*PROBLEM DETAILS*
Given the listing below, reproduce all of it exactly.

*GIVEN RECORDS*
++++++++++

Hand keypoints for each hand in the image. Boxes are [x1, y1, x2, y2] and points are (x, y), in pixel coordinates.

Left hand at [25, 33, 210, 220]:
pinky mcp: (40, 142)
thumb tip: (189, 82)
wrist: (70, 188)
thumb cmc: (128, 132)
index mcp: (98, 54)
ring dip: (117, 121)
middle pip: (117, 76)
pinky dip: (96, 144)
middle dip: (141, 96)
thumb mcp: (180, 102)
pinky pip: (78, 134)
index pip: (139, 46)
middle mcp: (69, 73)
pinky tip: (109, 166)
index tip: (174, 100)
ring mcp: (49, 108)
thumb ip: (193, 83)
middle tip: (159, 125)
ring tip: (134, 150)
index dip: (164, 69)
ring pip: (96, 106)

++++++++++

*SOLUTION TO THE EXERCISE*
Hand keypoints for each hand in the image. Boxes are [x1, y1, x2, y2] and points are (x, y), in pixel coordinates.

Left hand at [25, 33, 210, 220]:
pinky mcp: (40, 142)
thumb tip: (189, 82)
wrist: (70, 188)
thumb cmc: (128, 132)
index mcp: (98, 54)
ring dip: (117, 121)
middle pip: (117, 76)
pinky dip: (96, 144)
middle dip: (141, 96)
thumb mcp: (180, 102)
pinky pip: (78, 134)
index pip: (139, 46)
middle mcp: (69, 73)
pinky tip: (109, 166)
index tip: (174, 100)
ring mcp: (49, 108)
thumb ip: (193, 83)
middle tip: (159, 125)
ring tip: (134, 150)
index dip: (164, 69)
ring pip: (96, 106)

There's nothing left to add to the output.